Lymphomatoid Papulosis in Children

Lymphomatoid papulosis (LyP) is a clinically benign skin disorder characterized by chronic and recurrent self-healing papulonodular lesions. This disorder occurs rarely in children. The sites of lesions include the limbs and/or trunk. The eruption recurs episodically, often ulcerates, and heals spontaneously in 3-8 weeks, leaving an atrophic scar occasionally. LyP results from a clonal T-cell proliferation, which may explain its evolution or coexistence with Hodgkin disease, mycosis fungoides, or anaplastic large cell lymphoma (ALCL).

Histology

LyP is characterized by superficial and deep infiltrates consisting of atypical lymphocytes with a hyperchromatic, pleomorphic nucleus that can obscure the der-moepidermal junction. Similar cellular infiltrates can also be found in the epidermis along with spongiosis, parakeratosis, and neutrophils. Two types of activated T-cell infiltrates are found:

1. LyP type A lesions: LyP lesions of this cell type predominantly contain Ki-1+ (CD30+), Reed-Sternberg-type cells with a pale staining, convoluted nucleus, prominent nucleoli, and moderately basophilic cytoplasm.

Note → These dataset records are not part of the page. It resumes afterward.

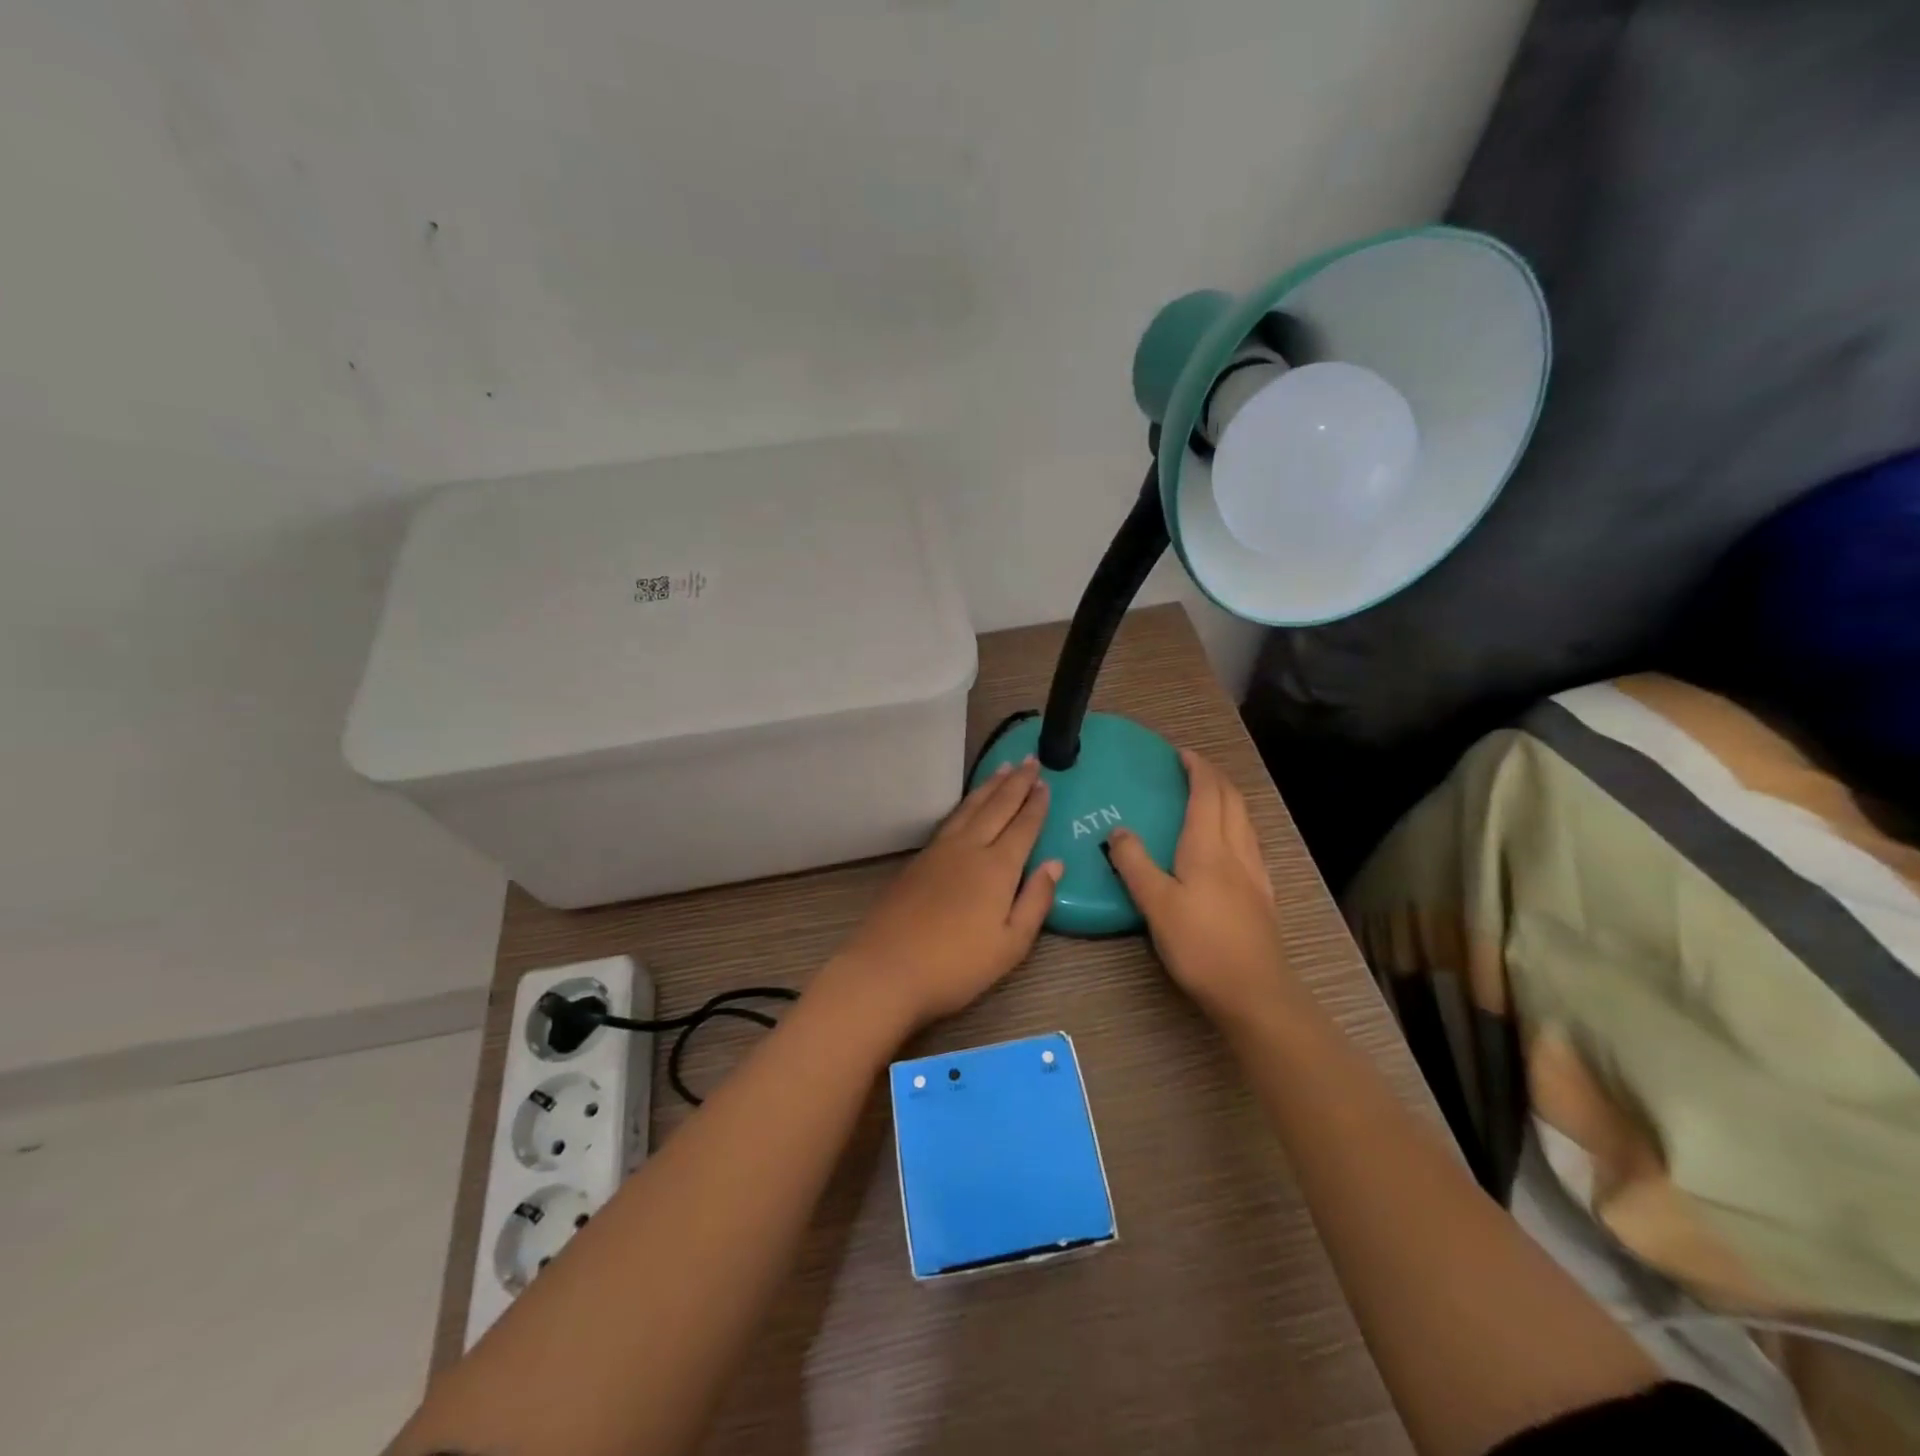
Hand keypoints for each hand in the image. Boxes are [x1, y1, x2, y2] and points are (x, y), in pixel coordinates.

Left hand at [828, 756, 1061, 1032]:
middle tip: (1030, 760)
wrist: (886, 969)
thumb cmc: (956, 966)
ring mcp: (939, 852)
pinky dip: (966, 804)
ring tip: (1003, 769)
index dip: (1036, 804)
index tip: (1045, 782)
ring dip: (989, 787)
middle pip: (997, 807)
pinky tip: (968, 805)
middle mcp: (969, 849)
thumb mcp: (1010, 945)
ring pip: (970, 808)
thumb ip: (1036, 901)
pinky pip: (950, 819)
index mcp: (997, 868)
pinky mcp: (918, 861)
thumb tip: (1055, 863)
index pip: (1023, 826)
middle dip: (1015, 783)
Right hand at [1105, 748, 1291, 1023]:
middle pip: (1232, 801)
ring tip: (1209, 796)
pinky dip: (1237, 824)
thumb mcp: (1156, 904)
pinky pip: (1250, 842)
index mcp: (1209, 847)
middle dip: (1214, 777)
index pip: (1208, 794)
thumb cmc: (1200, 945)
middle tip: (1193, 768)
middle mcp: (1236, 851)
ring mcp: (1255, 873)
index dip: (1197, 769)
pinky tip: (1229, 843)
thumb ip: (1134, 864)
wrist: (1254, 991)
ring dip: (1228, 798)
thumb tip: (1118, 831)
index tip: (1182, 754)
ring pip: (1245, 820)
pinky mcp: (1262, 894)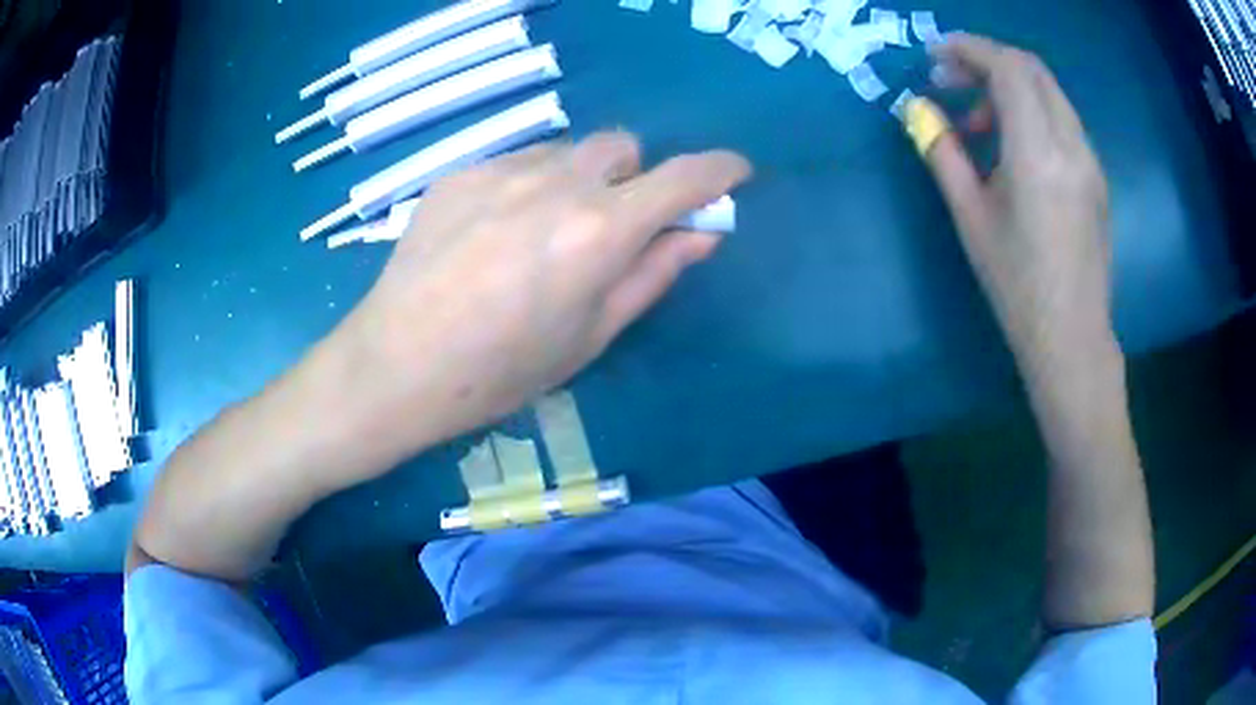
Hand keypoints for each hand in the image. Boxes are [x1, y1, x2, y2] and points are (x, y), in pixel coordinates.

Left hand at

2. LyP type B lesions: LyP lesions of this cell type contain the Sezary-type cell with a cerebriform, hyperchromatic nucleus and scant cytoplasm. Only some of these cells are CD30+.

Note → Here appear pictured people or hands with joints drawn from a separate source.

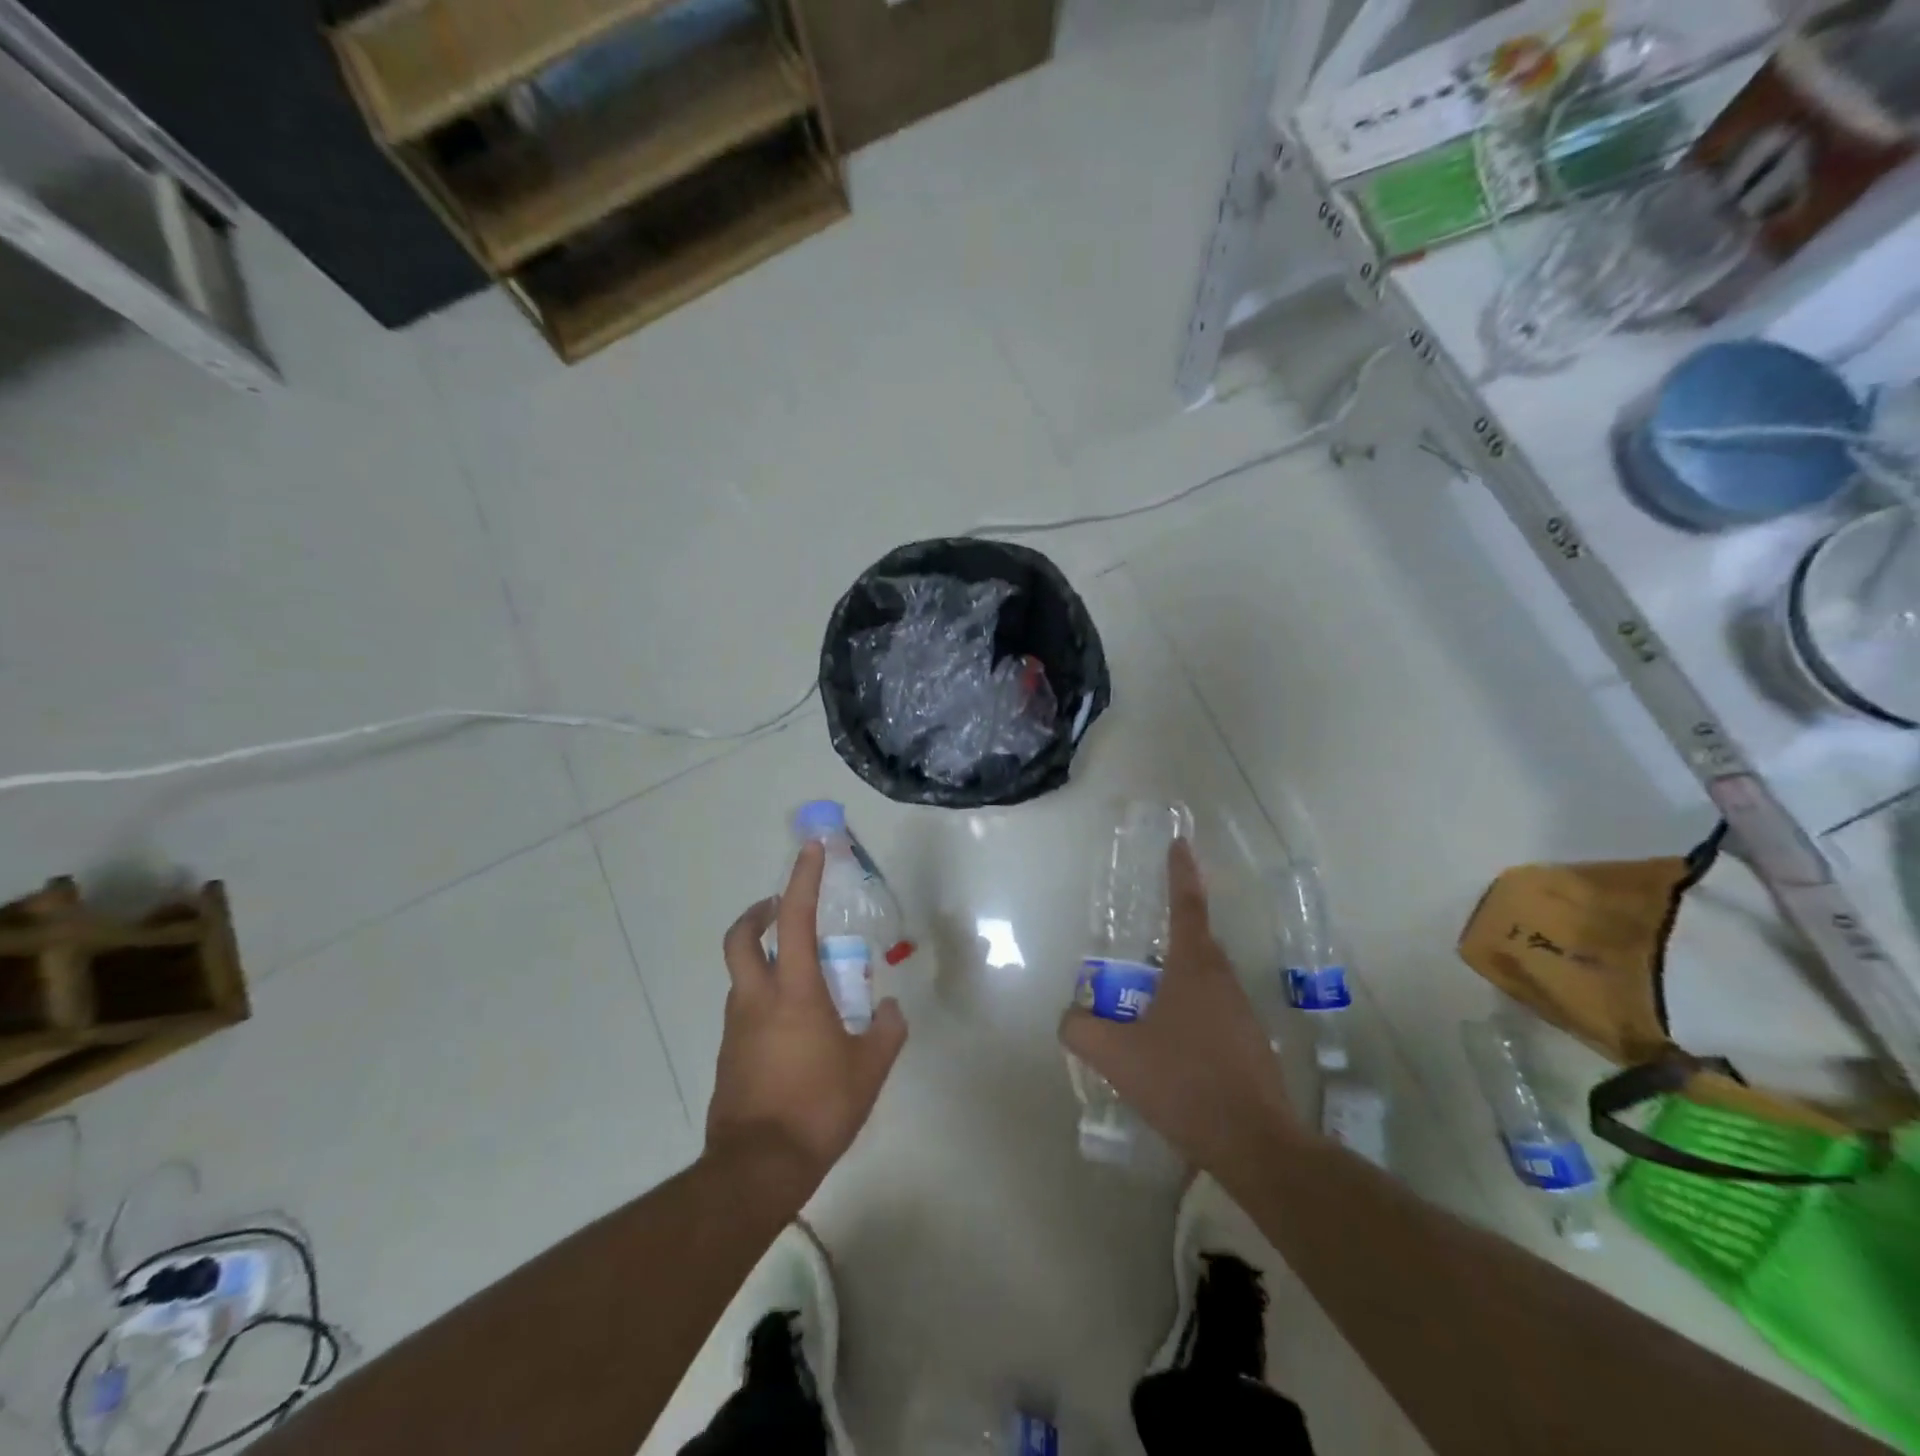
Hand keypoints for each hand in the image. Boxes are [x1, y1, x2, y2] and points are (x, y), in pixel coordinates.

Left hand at [708, 842, 907, 1199]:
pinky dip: (763, 1001)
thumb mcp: (869, 1069)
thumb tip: (889, 1009)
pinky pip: (744, 1012)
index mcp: (793, 992)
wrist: (757, 1169)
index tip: (811, 849)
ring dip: (763, 961)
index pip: (796, 920)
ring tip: (802, 981)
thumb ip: (885, 1031)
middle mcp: (756, 999)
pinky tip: (792, 1031)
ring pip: (742, 977)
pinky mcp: (727, 1056)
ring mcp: (735, 1028)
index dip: (803, 879)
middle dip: (757, 914)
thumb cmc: (818, 1109)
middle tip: (778, 908)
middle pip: (741, 939)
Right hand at [1059, 840, 1302, 1179]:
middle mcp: (1222, 980)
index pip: (1187, 904)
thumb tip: (1069, 1017)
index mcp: (1194, 967)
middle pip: (1195, 942)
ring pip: (1204, 980)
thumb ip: (1081, 1028)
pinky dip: (1189, 1014)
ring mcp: (1242, 1013)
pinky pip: (1213, 1012)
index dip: (1180, 872)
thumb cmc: (1183, 1082)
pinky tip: (1169, 1048)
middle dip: (1169, 935)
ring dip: (1176, 980)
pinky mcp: (1250, 1044)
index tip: (1179, 844)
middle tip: (1137, 945)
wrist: (1254, 1144)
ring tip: (1143, 1005)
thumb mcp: (1115, 1055)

The atypical cells of LyP have been shown to be of T-cell origin, in most cases expressing CD2, CD3, and CD4. However, these cells lack the expression of some of the usual pan-T-cell antigens, such as CD5, CD7, or both. Clonal rearrangement of the T-cell antigen receptor has been demonstrated in most of the cases studied. Thus, LyP serves as an example of a benign lymphoproliferative disorder in spite of the evidence of clonal T-cell receptor gene rearrangement.

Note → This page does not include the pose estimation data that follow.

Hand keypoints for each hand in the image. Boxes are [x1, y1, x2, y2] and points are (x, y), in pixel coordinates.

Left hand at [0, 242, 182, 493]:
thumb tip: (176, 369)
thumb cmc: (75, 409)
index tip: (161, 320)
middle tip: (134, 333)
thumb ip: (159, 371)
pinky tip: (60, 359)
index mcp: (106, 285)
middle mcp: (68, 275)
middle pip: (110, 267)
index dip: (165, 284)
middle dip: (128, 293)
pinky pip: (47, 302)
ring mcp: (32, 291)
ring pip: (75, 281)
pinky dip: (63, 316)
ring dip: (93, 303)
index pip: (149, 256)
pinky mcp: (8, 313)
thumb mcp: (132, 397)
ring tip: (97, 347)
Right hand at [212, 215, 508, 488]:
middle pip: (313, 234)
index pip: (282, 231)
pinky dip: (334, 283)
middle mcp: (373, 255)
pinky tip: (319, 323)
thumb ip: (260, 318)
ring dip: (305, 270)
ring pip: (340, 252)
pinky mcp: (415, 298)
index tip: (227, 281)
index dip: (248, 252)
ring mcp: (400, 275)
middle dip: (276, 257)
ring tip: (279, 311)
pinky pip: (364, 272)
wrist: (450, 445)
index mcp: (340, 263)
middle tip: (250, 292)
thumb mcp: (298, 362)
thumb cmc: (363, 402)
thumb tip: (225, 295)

A lymphoma evolving from lymphomatoid papulosis can be recognized by enlarging or persistent skin lesions, peripheral lymphadenopathy, or circulating atypical lymphocytes. A biopsy of suspicious skin lesions or enlarged lymph nodes for histologic, immunologic, cytogenetic, or gene rearrangement studies is indicated. It has also been suggested that a thorough physical examination every 6 months in children with lymphomatoid papulosis with attention to growth and development (as a tool in assessing occult malignancies in children), skin lesions, and lymph nodes should be carried out. Additional studies such as bone marrow examination and radioimaging studies should be performed as needed.

Table 13-8 shows the clinical and histologic differences among cutaneous CD30+ non-Hodgkin lymphoma (NHL) (including ALCL), borderline cases, and LyP.

Treatment

Treatment involves oral antibiotics, systemic corticosteroids, low-dose methotrexate, psoralen with ultraviolet radiation (PUVA), topical steroids, or ultraviolet beam.

Prognosis

The duration of LyP ranges from 1 to 40 years. Approximately 23 children have been described with Lyp and evolution to lymphomas has occurred in 2 of the 23 cases.